Hedge funds and other investment firms run by legendary investors like Israel Englander, Jeffrey Talpins and Ray Dalio are entrusted to manage billions of dollars of accredited investors' money because they are without peer in the resources they use to identify the best investments for their chosen investment horizon. Moreover, they are more willing to invest a greater amount of their resources in small-cap stocks than big brokerage houses, and this is often where they generate their outperformance, which is why we pay particular attention to their best ideas in this space.
Colgate-Palmolive Company (NYSE:CL) shareholders have witnessed an increase in hedge fund sentiment recently. Our calculations also showed that CL isn't among the 30 most popular stocks among hedge funds.
Hedge funds' reputation as shrewd investors has been tarnished in the last decade as their hedged returns couldn't keep up with the unhedged returns of the market indices. Our research has shown that hedge funds' small-cap stock picks managed to beat the market by double digits annually between 1999 and 2016, but the margin of outperformance has been declining in recent years. Nevertheless, we were still able to identify in advance a select group of hedge fund holdings that outperformed the market by 32 percentage points since May 2014 through March 12, 2019 (see the details here). We were also able to identify in advance a select group of hedge fund holdings that underperformed the market by 10 percentage points annually between 2006 and 2017. Interestingly the margin of underperformance of these stocks has been increasing in recent years. Investors who are long the market and short these stocks would have returned more than 27% annually between 2015 and 2017. We have been tracking and sharing the list of these stocks since February 2017 in our quarterly newsletter.

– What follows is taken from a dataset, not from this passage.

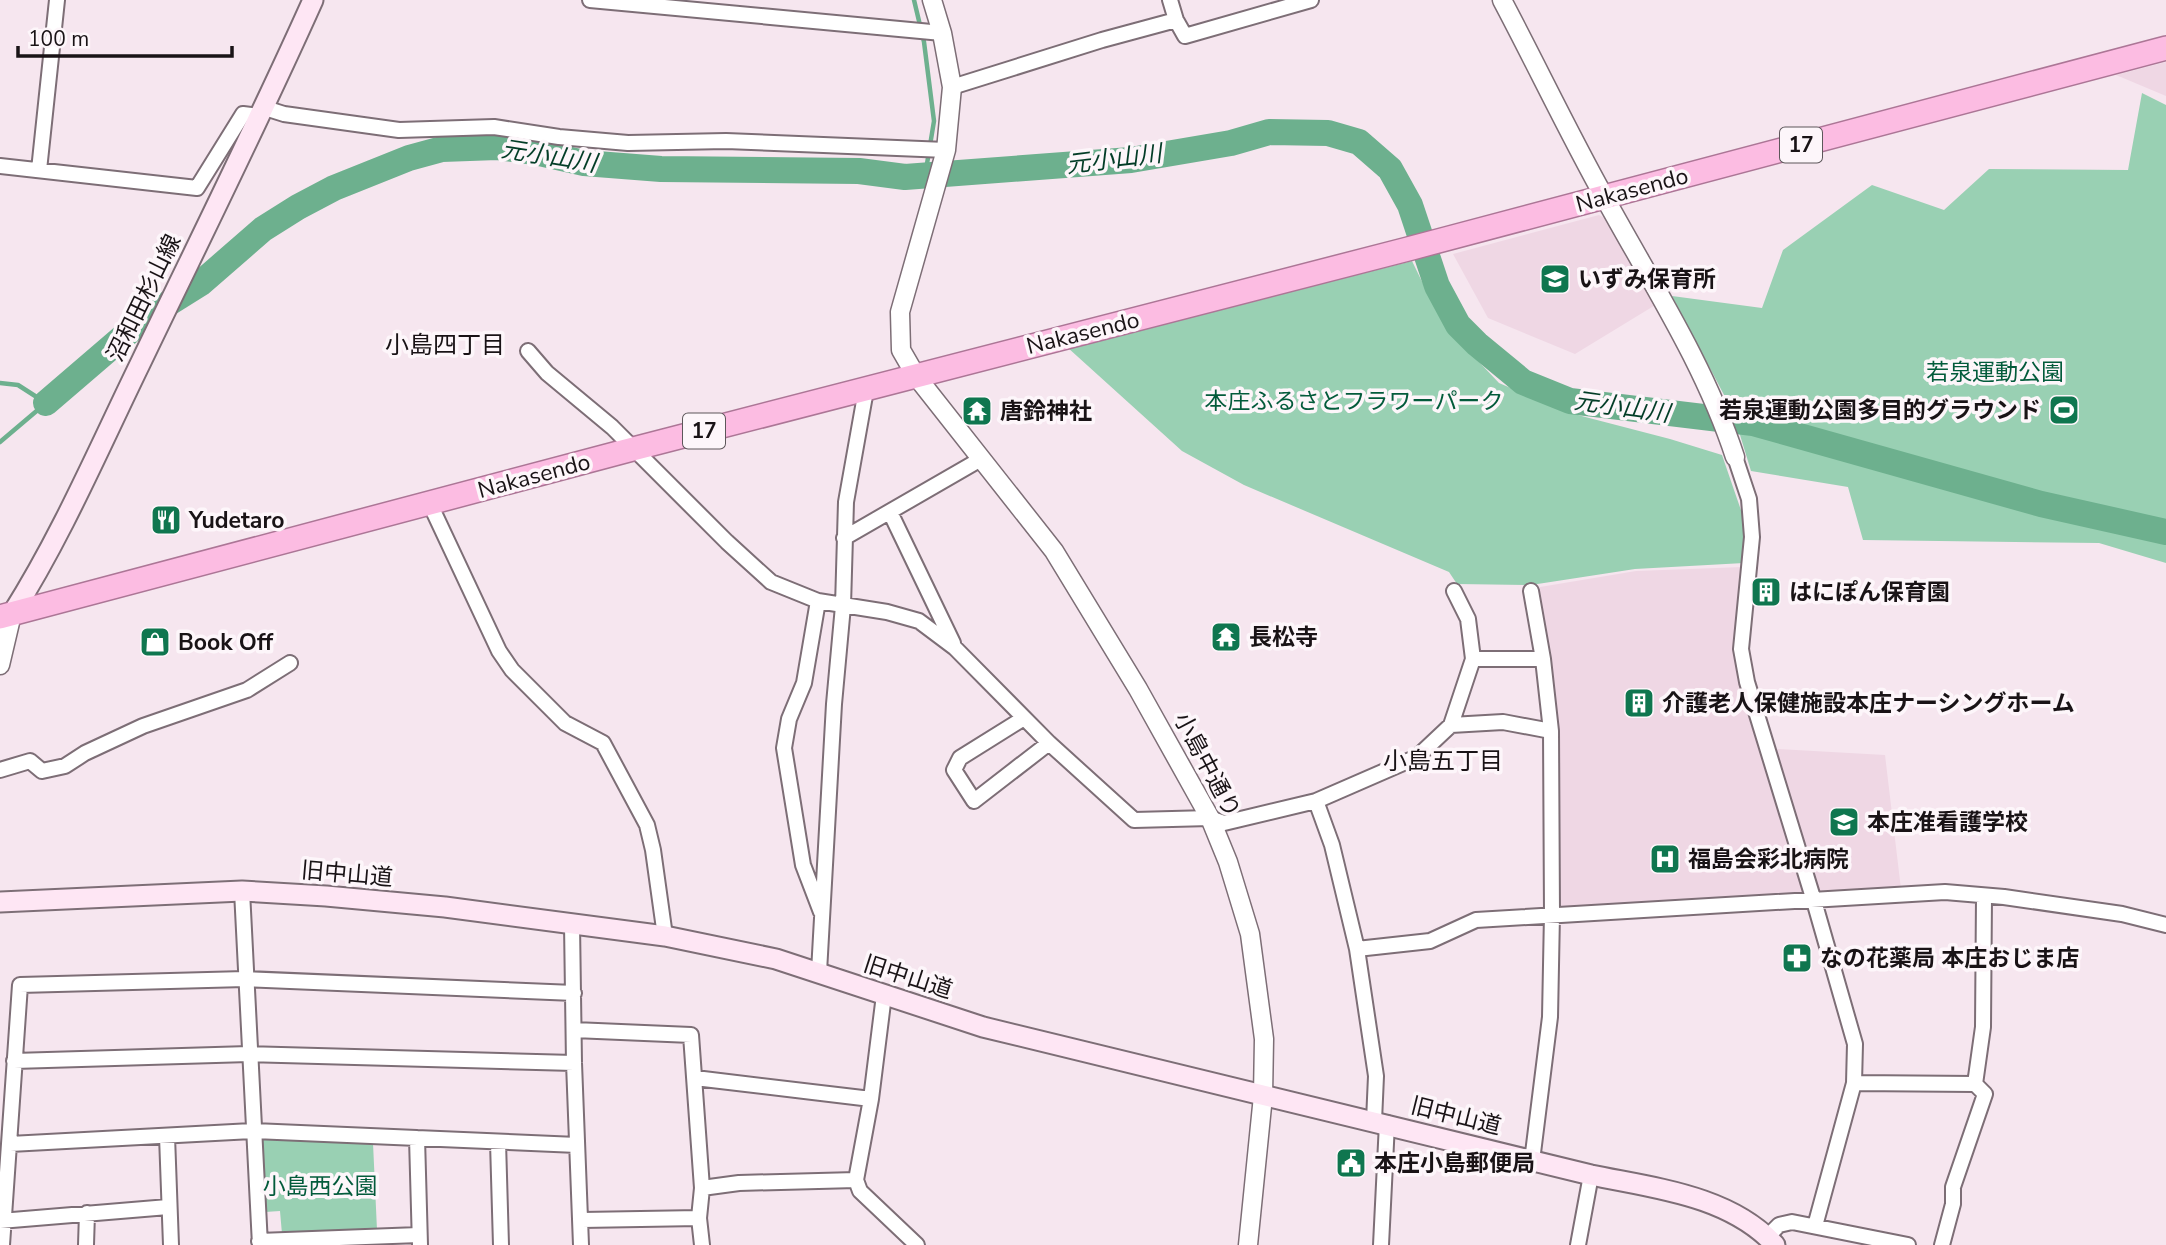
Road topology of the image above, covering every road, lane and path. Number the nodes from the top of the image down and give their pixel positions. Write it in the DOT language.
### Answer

We're going to take a gander at the key hedge fund action regarding Colgate-Palmolive Company (NYSE:CL).
Hedge fund activity in Colgate-Palmolive Company (NYSE:CL)
At the end of the fourth quarter, a total of 45 of the hedge funds tracked by Insider Monkey held long positions in this stock, a change of 36% from the previous quarter. Below, you can check out the change in hedge fund sentiment towards CL over the last 14 quarters. With hedgies' capital changing hands, there exists an "upper tier" of key hedge fund managers who were upping their holdings substantially (or already accumulated large positions).
Among these funds, D E Shaw held the most valuable stake in Colgate-Palmolive Company (NYSE:CL), which was worth $426.8 million at the end of the third quarter. On the second spot was Renaissance Technologies which amassed $332.1 million worth of shares. Moreover, Lansdowne Partners, Two Sigma Advisors, and Alkeon Capital Management were also bullish on Colgate-Palmolive Company (NYSE:CL), allocating a large percentage of their portfolios to this stock.
As aggregate interest increased, some big names were breaking ground themselves. Lansdowne Partners, managed by Alex Snow, assembled the most valuable call position in Colgate-Palmolive Company (NYSE:CL). Lansdowne Partners had $238.3 million invested in the company at the end of the quarter. Steve Cohen's Point72 Asset Management also initiated a $76.4 million position during the quarter. The following funds were also among the new CL investors: Brandon Haley's Holocene Advisors, Per Johanssoná's Bodenholm Capital, and Benjamin Pass's TOMS Capital.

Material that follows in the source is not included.